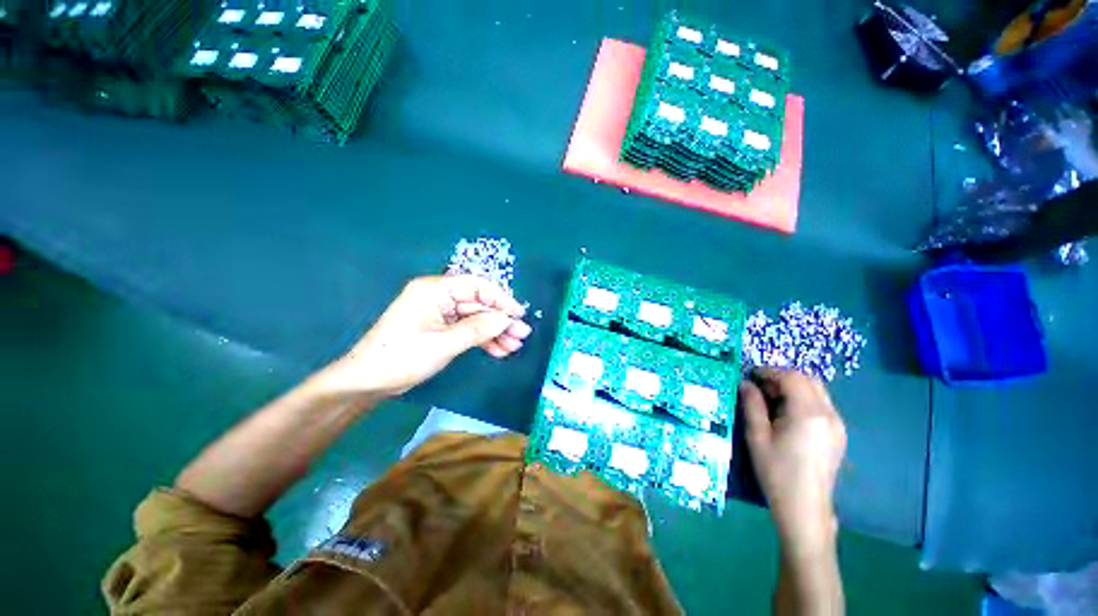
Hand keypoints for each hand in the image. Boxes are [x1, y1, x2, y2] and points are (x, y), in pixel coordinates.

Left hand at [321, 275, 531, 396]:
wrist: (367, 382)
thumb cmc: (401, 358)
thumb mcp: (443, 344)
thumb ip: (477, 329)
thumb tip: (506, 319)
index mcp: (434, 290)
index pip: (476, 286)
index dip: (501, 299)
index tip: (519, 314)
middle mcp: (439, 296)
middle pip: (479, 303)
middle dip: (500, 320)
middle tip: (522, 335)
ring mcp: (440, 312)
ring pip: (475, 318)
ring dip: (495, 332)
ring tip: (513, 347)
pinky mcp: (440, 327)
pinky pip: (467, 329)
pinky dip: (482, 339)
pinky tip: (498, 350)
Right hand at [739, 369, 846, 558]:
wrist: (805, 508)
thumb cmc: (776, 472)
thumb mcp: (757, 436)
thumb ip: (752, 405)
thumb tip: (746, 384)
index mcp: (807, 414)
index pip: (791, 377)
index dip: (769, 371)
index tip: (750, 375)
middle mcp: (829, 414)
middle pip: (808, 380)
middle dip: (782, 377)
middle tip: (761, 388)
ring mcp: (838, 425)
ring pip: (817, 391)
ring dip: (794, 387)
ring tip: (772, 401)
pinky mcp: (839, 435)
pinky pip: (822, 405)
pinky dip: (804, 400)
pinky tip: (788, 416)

============

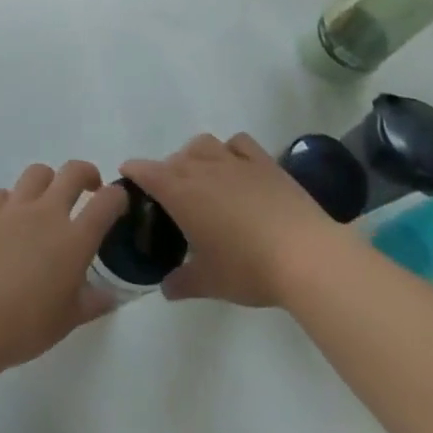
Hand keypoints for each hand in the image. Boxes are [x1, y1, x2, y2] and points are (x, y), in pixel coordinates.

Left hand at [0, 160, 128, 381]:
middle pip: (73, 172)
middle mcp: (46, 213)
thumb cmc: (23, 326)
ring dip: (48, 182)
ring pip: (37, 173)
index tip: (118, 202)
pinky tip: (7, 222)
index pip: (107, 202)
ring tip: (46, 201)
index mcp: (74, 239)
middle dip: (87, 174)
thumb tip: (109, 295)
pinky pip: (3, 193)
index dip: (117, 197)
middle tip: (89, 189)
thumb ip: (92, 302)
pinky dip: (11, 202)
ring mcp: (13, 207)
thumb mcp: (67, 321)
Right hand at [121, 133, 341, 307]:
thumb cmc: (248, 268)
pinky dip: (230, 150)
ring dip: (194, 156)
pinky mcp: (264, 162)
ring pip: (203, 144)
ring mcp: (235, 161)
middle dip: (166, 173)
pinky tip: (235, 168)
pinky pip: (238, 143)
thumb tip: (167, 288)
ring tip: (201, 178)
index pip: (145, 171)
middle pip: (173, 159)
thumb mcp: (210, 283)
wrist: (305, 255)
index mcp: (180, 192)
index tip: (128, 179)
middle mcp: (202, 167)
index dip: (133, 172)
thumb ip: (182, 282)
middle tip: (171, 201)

============

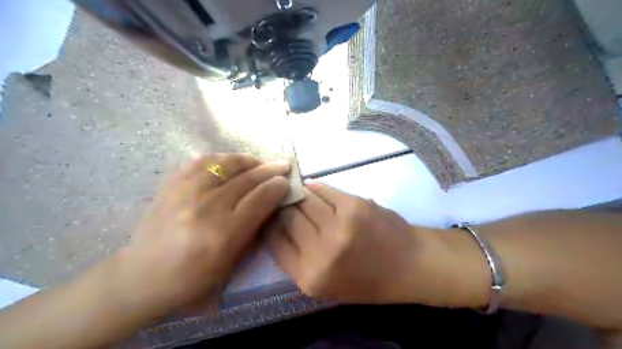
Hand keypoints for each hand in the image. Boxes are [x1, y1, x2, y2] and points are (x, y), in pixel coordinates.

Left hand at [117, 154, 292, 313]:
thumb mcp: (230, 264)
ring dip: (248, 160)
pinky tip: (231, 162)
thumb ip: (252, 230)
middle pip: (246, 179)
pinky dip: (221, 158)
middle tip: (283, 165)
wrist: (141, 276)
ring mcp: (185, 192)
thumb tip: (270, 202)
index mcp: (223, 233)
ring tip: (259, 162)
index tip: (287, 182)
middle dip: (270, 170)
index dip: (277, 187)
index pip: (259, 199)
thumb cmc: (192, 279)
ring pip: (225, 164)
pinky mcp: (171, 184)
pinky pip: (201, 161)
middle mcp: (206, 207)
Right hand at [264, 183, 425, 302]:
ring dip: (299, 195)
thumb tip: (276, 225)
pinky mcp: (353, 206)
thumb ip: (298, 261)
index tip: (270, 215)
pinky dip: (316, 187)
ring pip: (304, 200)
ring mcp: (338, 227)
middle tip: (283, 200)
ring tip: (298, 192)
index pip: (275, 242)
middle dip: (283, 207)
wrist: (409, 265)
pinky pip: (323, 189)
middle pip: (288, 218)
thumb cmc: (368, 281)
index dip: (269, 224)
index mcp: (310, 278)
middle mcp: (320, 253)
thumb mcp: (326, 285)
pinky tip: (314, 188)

============

» **Your assignment**: Look through the data above and return exactly the lines from the one that contains "pinky mcp: (353, 206)" to the one that contains "pinky tip: (314, 188)", inclusive, with nothing else.

» **Answer space**:
pinky mcp: (353, 206)
thumb ip: (298, 261)
index tip: (270, 215)
pinky dip: (316, 187)
ring pip: (304, 200)
ring mcp: (338, 227)
middle tip: (283, 200)
ring tip: (298, 192)
index pip: (275, 242)
middle dip: (283, 207)
wrist: (409, 265)
pinky pip: (323, 189)
middle pip: (288, 218)
thumb cmc: (368, 281)
index dip: (269, 224)
index mcp: (310, 278)
middle mcp: (320, 253)
thumb mcp: (326, 285)
pinky tip: (314, 188)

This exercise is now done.